“谢谢你的好意。”林楚凡冷谈地说。
“怎么小说出版了,就变得傲慢,摆起架子了。”吴丹嘿嘿笑笑,她语气依然很温柔。
“认识你是我终身的遗憾,如果,你还有做人的尊严,我奉劝你好自为之。”林楚凡扒地把话筒重重地放下,她想起那个刻骨铭心的悲剧性夜晚,唐子豪的一番话,使她对吴丹产生极度强烈的憎恨。
“一颗娇柔的、迷惑人的、装腔作势的、假作慷慨的黑心,一只恶毒的母狗。”林楚凡在心理狂怒地骂道。
吴丹听见林楚凡冰冷的话,她敏感地觉察到,林楚凡已经知道她向郑天雨告的密。从林楚凡那语气和对她说话的态度中,她完全听出来那是对她压抑的憎恨和强烈的不满。这个该死的郑天雨一定出卖了她。一种自责的促使,她必须马上找到林楚凡向她表白一切、求得她的原谅、得到她的宽恕。
柳冰寒从外地演出回来,听说林楚凡小说发表了,她既羡慕又崇拜她,晚上便去林楚凡家登门拜访。
林楚凡送走两位来访者张小雷和马依青,她如释重负地坐到沙发上,疲乏使他非常困倦,这些天来她的确太累,拜访的人日益增多,有些记者到文化局采访她,门卫不让进,竟然找到家里来,林楚凡把他们拒之于门外,因为,她不想让那些记者无端地吹捧她,所以,她也没有精力去接待他们。
墙上的挂钟敲响七点,这时候不会再有人来打搅了,她起身到洗漱间,刷牙洗脸洗脚,便回到她的卧室,现在,她可以完全尽心地沉湎在习惯的孤独中,这种孤独对她来说就是幸福。在那飞快逝去的几天里发生的事情,哪怕是微不足道,对她来说,都具有一种不可抵抗的新鲜感。她从来没有想到过这部小说如此地吸引更多的读者。
这时客厅里的电话铃响了,她猜想一定是吴丹,她没有去接,这个女人把她坑害的够残的,她再也不想和她相处,她要从记忆中抹去这个人。可是电话铃声一个尽地想,林楚凡无奈地走进客厅拿起话筒。
“小凡,你怎么不接电话,你知道我有多担心。”妈妈在电话那头说。
“妈,什么事啊!”林楚凡问。
“我在医院值夜班,天不早了,你早点睡觉,不要出去乱跑,把门插好了。”妈妈关心地说。
“知道了,没事我挂电话了。”林楚凡把话筒放下。
她准备往卧室走,门被轻轻地敲了几下。她问,“谁啊!”
“我是柳冰寒。”门外女人答道。
林楚凡打开门激动的一把拉住柳冰寒的手说:“多日不见,还真的想你,快,屋里坐。”
她们走进卧室,林楚凡热情的去拿水果又去倒茶。
柳冰寒坐到书桌前的一张椅子上赞赏地说:“你真不简单,还能写书。”
林楚凡把削好苹果递给柳冰寒说:“业余时间打发日子,要是和那些名作家比我可望尘莫及了。”

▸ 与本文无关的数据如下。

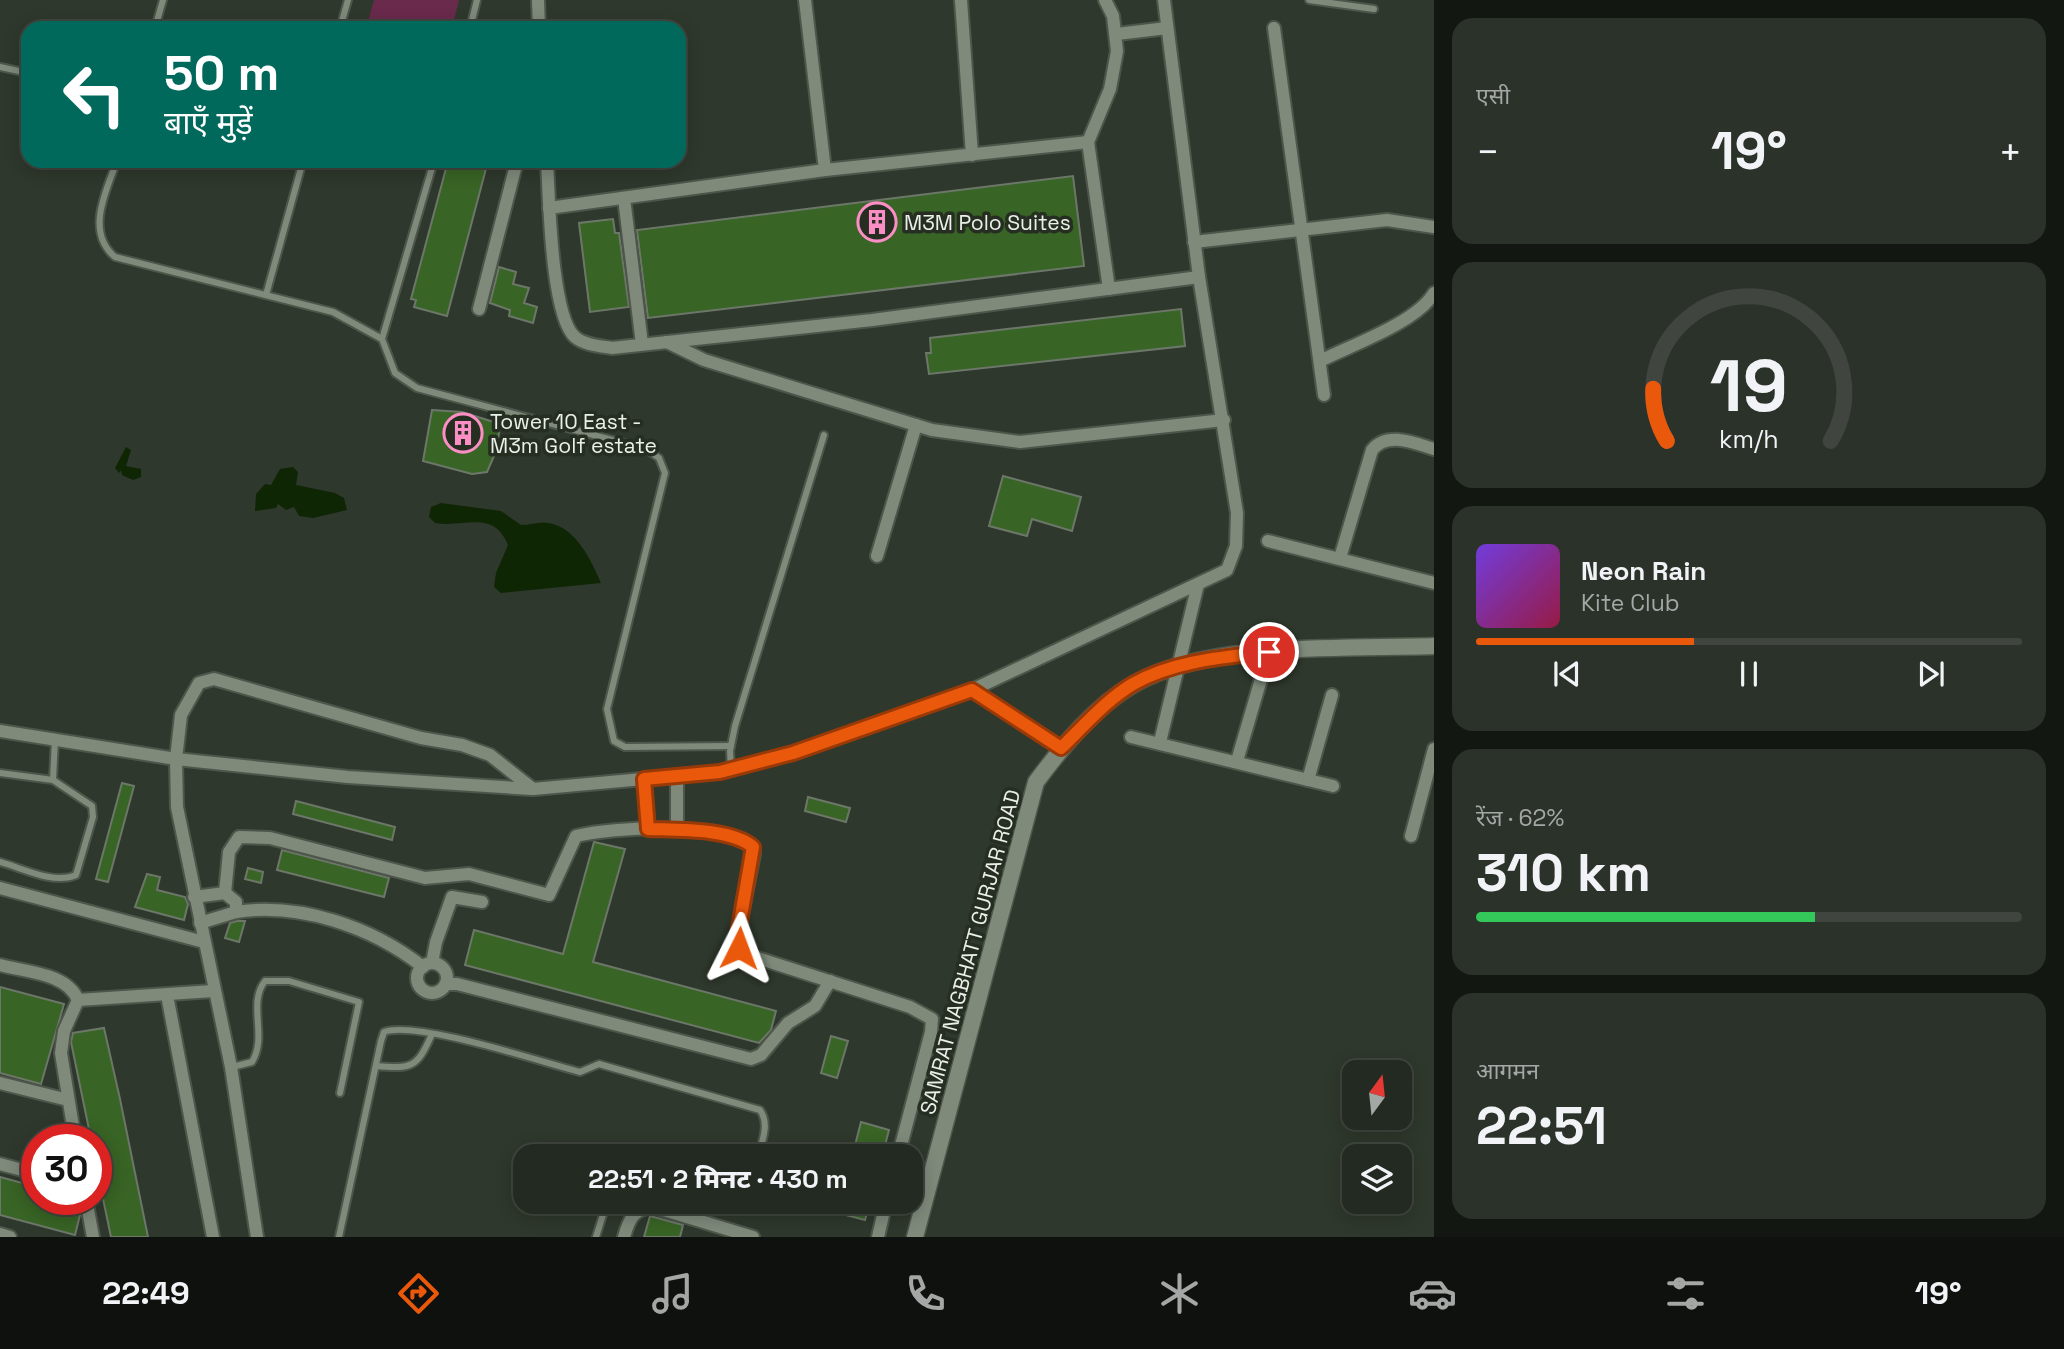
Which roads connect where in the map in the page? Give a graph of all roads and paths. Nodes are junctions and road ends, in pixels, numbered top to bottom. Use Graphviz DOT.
graph roads {
  1 [pos="163,0"];
  2 [pos="348,0"];
  3 [pos="477,0"];
  4 [pos="538,0"];
  5 [pos="544,0"];
  6 [pos="805,0"];
  7 [pos="961,0"];
  8 [pos="1105,0"];
  9 [pos="1164,0"];
  10 [pos="1308,0"];
  11 [pos="1374,9"];
  12 [pos="157,21"];
  13 [pos="342,21"];
  14 [pos="472,21"];
  15 [pos="540,21"];
  16 [pos="1167,28"];
  17 [pos="1275,28"];
  18 [pos="1117,34"];
  19 [pos="0,68"];
  20 [pos="21,72"];
  21 [pos="1088,142"];
  22 [pos="972,155"];
  23 [pos="115,168"];
  24 [pos="301,168"];
  25 [pos="432,168"];
  26 [pos="515,168"];
  27 [pos="547,168"];
  28 [pos="825,170"];
  29 [pos="624,198"];
  30 [pos="549,208"];
  31 [pos="1434,227"];
  32 [pos="1302,230"];
  33 [pos="1194,242"];
  34 [pos="1199,277"];
  35 [pos="1109,289"];
  36 [pos="1434,293"];
  37 [pos="266,295"];
  38 [pos="479,309"];
  39 [pos="382,339"];
  40 [pos="667,342"];
  41 [pos="642,344"];
  42 [pos="1320,361"];
  43 [pos="1324,395"];
  44 [pos="1224,420"];
  45 [pos="916,425"];
  46 [pos="824,435"];
  47 [pos="1434,449"];
  48 [pos="1268,541"];
  49 [pos="877,556"];
  50 [pos="1340,558"];
  51 [pos="1198,583"];
  52 [pos="1434,583"];
  53 [pos="1434,646"];
  54 [pos="1269,652"];
  55 [pos="1179,667"];
  56 [pos="972,690"];
  57 [pos="1332,695"];
  58 [pos="0,731"];
  59 [pos="1131,737"];
  60 [pos="55,739"];
  61 [pos="1160,742"];
  62 [pos="731,746"];
  63 [pos="1061,748"];
  64 [pos="1434,749"];
  65 [pos="176,758"];
  66 [pos="1237,761"];
  67 [pos="731,769"];
  68 [pos="0,773"];
  69 [pos="677,776"];
  70 [pos="644,779"];
  71 [pos="53,780"];
  72 [pos="1308,780"];
  73 [pos="1333,786"];
  74 [pos="533,789"];
  75 [pos="648,829"];
  76 [pos="677,830"];
  77 [pos="1411,836"];
  78 [pos="0,862"];
  79 [pos="0,888"];
  80 [pos="225,893"];
  81 [pos="194,897"];
  82 [pos="482,902"];
  83 [pos="236,912"];
  84 [pos="200,923"];
  85 [pos="204,942"];
  86 [pos="0,965"];
  87 [pos="427,965"];
  88 [pos="830,981"];
  89 [pos="446,984"];
  90 [pos="213,991"];
  91 [pos="167,995"];
  92 [pos="78,1000"];
  93 [pos="432,1034"];
  94 [pos="376,1066"];
  95 [pos="231,1067"];
  96 [pos="0,1083"];
  97 [pos="340,1093"];
  98 [pos="68,1100"];
  99 [pos="72,1124"];
  100 [pos="761,1144"];
  101 [pos="901,1144"];
  102 [pos="0,1164"];
  103 [pos="21,1170"];
  104 [pos="603,1214"];
  105 [pos="883,1214"];
  106 [pos="89,1215"];
  107 [pos="0,1234"];
  108 [pos="10,1237"];
  109 [pos="93,1237"];
  110 [pos="213,1237"];
  111 [pos="257,1237"];
  112 [pos="339,1237"];
  113 [pos="596,1237"];
  114 [pos="624,1237"];
  115 [pos="753,1237"];
  116 [pos="878,1237"];
  117 [pos="915,1237"];
  1 -- 12 [label="lane"];
  2 -- 13 [label="lane"];
  3 -- 14 [label="lane"];
  4 -- 5 [label="street"];
  4 -- 15 [label="street"];
  6 -- 28 [label="street"];
  7 -- 22 [label="street"];
  8 -- 18 [label="street"];
  9 -- 16 [label="street"];
  10 -- 11 [label="lane"];
  16 -- 18 [label="street"];
  16 -- 33 [label="street"];
  17 -- 32 [label="street"];
  18 -- 21 [label="street"];
  19 -- 20 [label="lane"];
  21 -- 22 [label="street"];
  21 -- 35 [label="street"];
  22 -- 28 [label="street"];
  23 -- 37 [label="lane"];
  24 -- 37 [label="lane"];
  25 -- 39 [label="lane"];
  26 -- 38 [label="street"];
  27 -- 30 [label="street"];
  28 -- 29 [label="street"];
  29 -- 30 [label="street"];
  29 -- 41 [label="street"];
  30 -- 41 [label="street"];
  31 -- 32 [label="street"];
  32 -- 33 [label="street"];
  32 -- 42 [label="street"];
  33 -- 34 [label="street"];
  34 -- 35 [label="street"];
  34 -- 44 [label="street"];
  35 -- 40 [label="street"];
  36 -- 42 [label="street"];
  37 -- 39 [label="lane"];
  39 -- 62 [label="lane"];
  40 -- 41 [label="street"];
  40 -- 45 [label="street"];
  42 -- 43 [label="street"];
  44 -- 45 [label="street"];
  44 -- 51 [label="street"];
  45 -- 49 [label="street"];
  46 -- 62 [label="lane"];
  47 -- 50 [label="street"];
  48 -- 50 [label="street"];
  50 -- 52 [label="street"];
  51 -- 55 [label="street"];
  51 -- 56 [label="street"];
  53 -- 54 [label="street, SAMRAT NAGBHATT GURJAR ROAD"];
  54 -- 55 [label="street, SAMRAT NAGBHATT GURJAR ROAD"];
  54 -- 66 [label="street"];
  55 -- 61 [label="street"];
  55 -- 63 [label="street, SAMRAT NAGBHATT GURJAR ROAD"];
  56 -- 63 [label="street"];
  56 -- 67 [label="street"];
  57 -- 72 [label="street"];
  58 -- 60 [label="street"];
  59 -- 61 [label="street"];
  60 -- 65 [label="street"];
  60 -- 71 [label="lane"];
  61 -- 66 [label="street"];
  62 -- 67 [label="lane"];
  63 -- 117 [label="street, SAMRAT NAGBHATT GURJAR ROAD"];
  64 -- 77 [label="street"];
  65 -- 74 [label="street"];
  65 -- 74 [label="street"];
  65 -- 81 [label="street"];
  66 -- 72 [label="street"];
  67 -- 69 [label="street"];
  68 -- 71 [label="lane"];
  69 -- 70 [label="street"];
  69 -- 76 [label="street"];
  70 -- 74 [label="street"];
  70 -- 75 [label="street"];
  71 -- 78 [label="lane"];
  72 -- 73 [label="street"];
  75 -- 76 [label="street"];
  75 -- 80 [label="street"];
  76 -- 88 [label="street"];
  79 -- 85 [label="street"];
  80 -- 81 [label="street"];
  80 -- 83 [label="street"];
  81 -- 84 [label="street"];
  82 -- 87 [label="street"];
  83 -- 84 [label="street"];
  83 -- 87 [label="street"];
  84 -- 85 [label="street"];
  85 -- 90 [label="street"];
  86 -- 92 [label="street"];
  87 -- 89 [label="street"];
  87 -- 89 [label="street"];
  88 -- 89 [label="street"];
  88 -- 101 [label="street"];
  90 -- 91 [label="street"];
  90 -- 95 [label="street"];
  91 -- 92 [label="street"];
  91 -- 110 [label="street"];
  92 -- 98 [label="street"];
  93 -- 94 [label="lane"];
  93 -- 94 [label="lane"];
  93 -- 100 [label="lane"];
  94 -- 112 [label="lane"];
  95 -- 97 [label="lane"];
  95 -- 111 [label="street"];
  96 -- 98 [label="street"];
  98 -- 99 [label="street"];
  102 -- 103 [label="street"];
  104 -- 113 [label="lane"];
  105 -- 116 [label="street"];
  106 -- 109 [label="street"];
  107 -- 108 [label="street"];
  114 -- 115 [label="street"];
}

“谦虚,”柳冰寒玩笑地说:“过分的谦虚就等于骄傲。”
林楚凡看见她那个俏皮的样子,失声地笑着说:“这阵子你躲到哪里去了,总不见人影。”
“我去了外地演出,刚回来,”柳冰寒吃口苹果说:“我走了这么长时间,男朋友也该谈成了吧!”
“哪能那么快,你以为买萝卜青菜的。”林楚凡说
“像你这样漂亮的,追求你的男人一定多,你应该好好的选择一个理想的男士。”柳冰寒继续吃着苹果。
“因为,第一次的婚姻让我经受了许多的屈辱,所以,我不能容忍第二次的婚姻再遭受污辱。不满你说,我不想结婚,婚姻这个两个字真的让我很恐惧。”林楚凡几乎带着一种悲伤的语调说。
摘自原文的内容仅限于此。